Wien/Klagenfurt. Die Balkan-Banken der notverstaatlichten Krisenbank Hypo Alpe Adria gehen an den US-Fonds Advent, mit einer Minderheitsbeteiligung wird auch die Osteuropabank EBRD dabei sein. Den Grundsatzbeschluss hat die Hypo Alpe Adria in der Nacht gefasst.

Am Donnerstagvormittag wird das verkaufsfertige Balkannetzwerk - also die Südosteuropaholding samt der sechs Balkan-Banken - vorübergehend an die ÖIAG-Tochter Fimbag übertragen, heißt es zur APA. Bei der Fimbag werden diese Anteile geparkt bleiben, bis der Balkan-Bankverkauf endgültig abgeschlossen ist. Denn nach dem heutigen Tag hört die Hypo Alpe Adria auf in ihrer bisherigen Form zu existieren, sie ist dann nur mehr eine staatseigene "Bad Bank".
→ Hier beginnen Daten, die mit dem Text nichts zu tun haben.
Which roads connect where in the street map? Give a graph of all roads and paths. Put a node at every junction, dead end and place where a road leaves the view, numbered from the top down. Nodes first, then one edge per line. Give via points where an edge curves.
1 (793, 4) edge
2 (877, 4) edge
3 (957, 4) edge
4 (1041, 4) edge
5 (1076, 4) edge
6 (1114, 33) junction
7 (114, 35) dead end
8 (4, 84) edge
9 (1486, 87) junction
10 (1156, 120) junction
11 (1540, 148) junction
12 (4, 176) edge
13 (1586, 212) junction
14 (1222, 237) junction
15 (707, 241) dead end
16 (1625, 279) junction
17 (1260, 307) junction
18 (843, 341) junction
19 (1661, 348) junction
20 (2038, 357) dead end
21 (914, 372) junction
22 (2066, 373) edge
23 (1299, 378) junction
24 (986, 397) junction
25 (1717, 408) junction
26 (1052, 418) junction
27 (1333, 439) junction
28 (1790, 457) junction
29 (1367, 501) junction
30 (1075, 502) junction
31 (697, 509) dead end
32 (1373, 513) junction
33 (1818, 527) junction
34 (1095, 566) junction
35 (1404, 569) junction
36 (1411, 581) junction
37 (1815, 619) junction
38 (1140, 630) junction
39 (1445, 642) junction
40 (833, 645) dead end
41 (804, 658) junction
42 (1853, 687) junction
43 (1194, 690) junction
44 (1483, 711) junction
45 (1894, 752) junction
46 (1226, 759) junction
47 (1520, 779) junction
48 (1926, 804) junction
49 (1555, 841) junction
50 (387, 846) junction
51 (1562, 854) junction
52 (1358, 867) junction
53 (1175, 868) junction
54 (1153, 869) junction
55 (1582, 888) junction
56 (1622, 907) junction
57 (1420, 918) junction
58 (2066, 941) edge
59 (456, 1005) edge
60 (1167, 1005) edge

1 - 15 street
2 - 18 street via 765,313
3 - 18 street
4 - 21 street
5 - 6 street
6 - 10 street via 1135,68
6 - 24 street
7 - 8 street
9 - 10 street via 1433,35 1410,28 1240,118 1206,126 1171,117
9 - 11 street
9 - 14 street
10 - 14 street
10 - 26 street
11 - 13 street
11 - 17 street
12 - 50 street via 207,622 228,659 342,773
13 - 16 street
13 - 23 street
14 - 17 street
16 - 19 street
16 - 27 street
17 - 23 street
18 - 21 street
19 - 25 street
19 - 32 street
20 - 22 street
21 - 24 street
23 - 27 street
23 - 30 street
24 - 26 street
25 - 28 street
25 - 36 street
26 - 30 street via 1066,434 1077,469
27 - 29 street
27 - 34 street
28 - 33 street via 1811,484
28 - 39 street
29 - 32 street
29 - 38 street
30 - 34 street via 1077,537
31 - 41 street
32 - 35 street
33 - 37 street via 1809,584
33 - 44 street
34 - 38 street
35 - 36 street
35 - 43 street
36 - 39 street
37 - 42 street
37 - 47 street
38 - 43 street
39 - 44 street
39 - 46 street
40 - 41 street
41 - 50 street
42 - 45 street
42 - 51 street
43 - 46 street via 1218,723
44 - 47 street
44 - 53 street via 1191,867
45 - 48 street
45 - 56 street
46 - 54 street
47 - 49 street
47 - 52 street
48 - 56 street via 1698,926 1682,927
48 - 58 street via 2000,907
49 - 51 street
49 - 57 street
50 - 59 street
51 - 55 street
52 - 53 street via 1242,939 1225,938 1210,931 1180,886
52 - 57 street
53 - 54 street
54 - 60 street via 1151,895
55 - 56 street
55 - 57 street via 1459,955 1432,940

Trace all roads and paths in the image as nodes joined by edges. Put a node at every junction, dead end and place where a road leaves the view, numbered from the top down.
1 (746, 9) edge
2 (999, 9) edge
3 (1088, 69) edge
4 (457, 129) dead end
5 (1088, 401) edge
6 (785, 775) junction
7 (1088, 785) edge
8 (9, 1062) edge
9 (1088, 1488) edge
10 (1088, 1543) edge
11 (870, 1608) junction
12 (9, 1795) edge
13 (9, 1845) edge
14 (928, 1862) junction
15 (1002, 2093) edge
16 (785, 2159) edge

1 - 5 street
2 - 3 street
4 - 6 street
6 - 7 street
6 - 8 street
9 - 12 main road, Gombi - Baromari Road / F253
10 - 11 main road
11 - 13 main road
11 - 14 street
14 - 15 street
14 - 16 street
Seit Donnerstag ist Alexander Picker nicht mehr Vorstandschef der Hypo Alpe Adria. Er bleibt weiter Chef der Südosteuropaholding.

Noch ausständig sind Organbeschlüsse der Käufer - also von Advent und EBRD. Auch der Bund in Wien als eigentlicher Verkäufer muss den Deal erst formal absegnen. Vor allem aber fehlt das Okay der Ex-Hypo-Mutter BayernLB. Dafür soll nach heutigen Informationen noch bis November Zeit sein.